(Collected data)
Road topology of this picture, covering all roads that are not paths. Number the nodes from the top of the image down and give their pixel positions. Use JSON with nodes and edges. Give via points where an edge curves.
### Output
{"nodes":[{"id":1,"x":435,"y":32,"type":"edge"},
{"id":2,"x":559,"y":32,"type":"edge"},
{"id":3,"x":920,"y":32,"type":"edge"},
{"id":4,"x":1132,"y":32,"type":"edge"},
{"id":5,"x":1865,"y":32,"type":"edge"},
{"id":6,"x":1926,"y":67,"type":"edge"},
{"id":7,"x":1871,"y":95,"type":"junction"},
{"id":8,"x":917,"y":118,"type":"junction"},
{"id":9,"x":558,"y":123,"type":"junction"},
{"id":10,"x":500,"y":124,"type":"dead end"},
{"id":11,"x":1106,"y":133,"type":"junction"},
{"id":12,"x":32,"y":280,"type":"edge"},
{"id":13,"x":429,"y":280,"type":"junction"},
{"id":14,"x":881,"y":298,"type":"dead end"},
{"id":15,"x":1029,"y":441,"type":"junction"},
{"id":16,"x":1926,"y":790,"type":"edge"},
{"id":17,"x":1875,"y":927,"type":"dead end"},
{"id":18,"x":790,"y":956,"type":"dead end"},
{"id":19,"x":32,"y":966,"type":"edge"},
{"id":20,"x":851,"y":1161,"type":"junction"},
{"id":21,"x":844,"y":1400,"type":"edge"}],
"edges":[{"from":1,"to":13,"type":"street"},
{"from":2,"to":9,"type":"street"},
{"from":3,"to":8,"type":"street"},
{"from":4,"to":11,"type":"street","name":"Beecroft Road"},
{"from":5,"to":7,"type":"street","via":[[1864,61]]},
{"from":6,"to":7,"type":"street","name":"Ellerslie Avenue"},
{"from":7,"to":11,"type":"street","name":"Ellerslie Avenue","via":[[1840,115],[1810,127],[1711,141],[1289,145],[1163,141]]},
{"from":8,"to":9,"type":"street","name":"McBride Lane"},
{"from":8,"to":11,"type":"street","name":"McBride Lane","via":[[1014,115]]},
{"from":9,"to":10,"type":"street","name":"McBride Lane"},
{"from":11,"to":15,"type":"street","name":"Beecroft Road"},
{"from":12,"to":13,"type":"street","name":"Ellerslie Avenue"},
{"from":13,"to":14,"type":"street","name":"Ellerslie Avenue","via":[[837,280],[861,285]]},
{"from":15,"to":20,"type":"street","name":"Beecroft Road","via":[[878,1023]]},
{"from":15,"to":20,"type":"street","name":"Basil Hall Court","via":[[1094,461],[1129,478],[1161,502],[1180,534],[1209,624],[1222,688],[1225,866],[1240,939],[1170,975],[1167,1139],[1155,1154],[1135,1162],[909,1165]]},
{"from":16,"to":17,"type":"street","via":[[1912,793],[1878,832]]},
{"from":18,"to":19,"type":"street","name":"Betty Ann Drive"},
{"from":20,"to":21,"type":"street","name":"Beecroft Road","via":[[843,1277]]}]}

TASK PROMPT = Each record must be output word for word.

RESULT OF THE EXERCISE =
Road topology of this picture, covering all roads that are not paths. Number the nodes from the top of the image down and give their pixel positions. Use JSON with nodes and edges. Give via points where an edge curves.
### Output
{"nodes":[{"id":1,"x":435,"y":32,"type":"edge"},
{"id":2,"x":559,"y":32,"type":"edge"},
{"id":3,"x":920,"y":32,"type":"edge"},
{"id":4,"x":1132,"y":32,"type":"edge"},
{"id":5,"x":1865,"y":32,"type":"edge"},
{"id":6,"x":1926,"y":67,"type":"edge"},
{"id":7,"x":1871,"y":95,"type":"junction"},
{"id":8,"x":917,"y":118,"type":"junction"},
{"id":9,"x":558,"y":123,"type":"junction"},
{"id":10,"x":500,"y":124,"type":"dead end"},
{"id":11,"x":1106,"y":133,"type":"junction"},
{"id":12,"x":32,"y":280,"type":"edge"},
{"id":13,"x":429,"y":280,"type":"junction"},
{"id":14,"x":881,"y":298,"type":"dead end"},
{"id":15,"x":1029,"y":441,"type":"junction"},
{"id":16,"x":1926,"y":790,"type":"edge"},
{"id":17,"x":1875,"y":927,"type":"dead end"},
{"id":18,"x":790,"y":956,"type":"dead end"},
{"id":19,"x":32,"y":966,"type":"edge"},
{"id":20,"x":851,"y":1161,"type":"junction"},
{"id":21,"x":844,"y":1400,"type":"edge"}],
"edges":[{"from":1,"to":13,"type":"street"},
{"from":2,"to":9,"type":"street"},
{"from":3,"to":8,"type":"street"},
{"from":4,"to":11,"type":"street","name":"Beecroft Road"},
{"from":5,"to":7,"type":"street","via":[[1864,61]]},
{"from":6,"to":7,"type":"street","name":"Ellerslie Avenue"},
{"from":7,"to":11,"type":"street","name":"Ellerslie Avenue","via":[[1840,115],[1810,127],[1711,141],[1289,145],[1163,141]]},
{"from":8,"to":9,"type":"street","name":"McBride Lane"},
{"from":8,"to":11,"type":"street","name":"McBride Lane","via":[[1014,115]]},
{"from":9,"to":10,"type":"street","name":"McBride Lane"},
{"from":11,"to":15,"type":"street","name":"Beecroft Road"},
{"from":12,"to":13,"type":"street","name":"Ellerslie Avenue"},
{"from":13,"to":14,"type":"street","name":"Ellerslie Avenue","via":[[837,280],[861,285]]},
{"from":15,"to":20,"type":"street","name":"Beecroft Road","via":[[878,1023]]},
{"from":15,"to":20,"type":"street","name":"Basil Hall Court","via":[[1094,461],[1129,478],[1161,502],[1180,534],[1209,624],[1222,688],[1225,866],[1240,939],[1170,975],[1167,1139],[1155,1154],[1135,1162],[909,1165]]},
{"from":16,"to":17,"type":"street","via":[[1912,793],[1878,832]]},
{"from":18,"to":19,"type":"street","name":"Betty Ann Drive"},
{"from":20,"to":21,"type":"street","name":"Beecroft Road","via":[[843,1277]]}]}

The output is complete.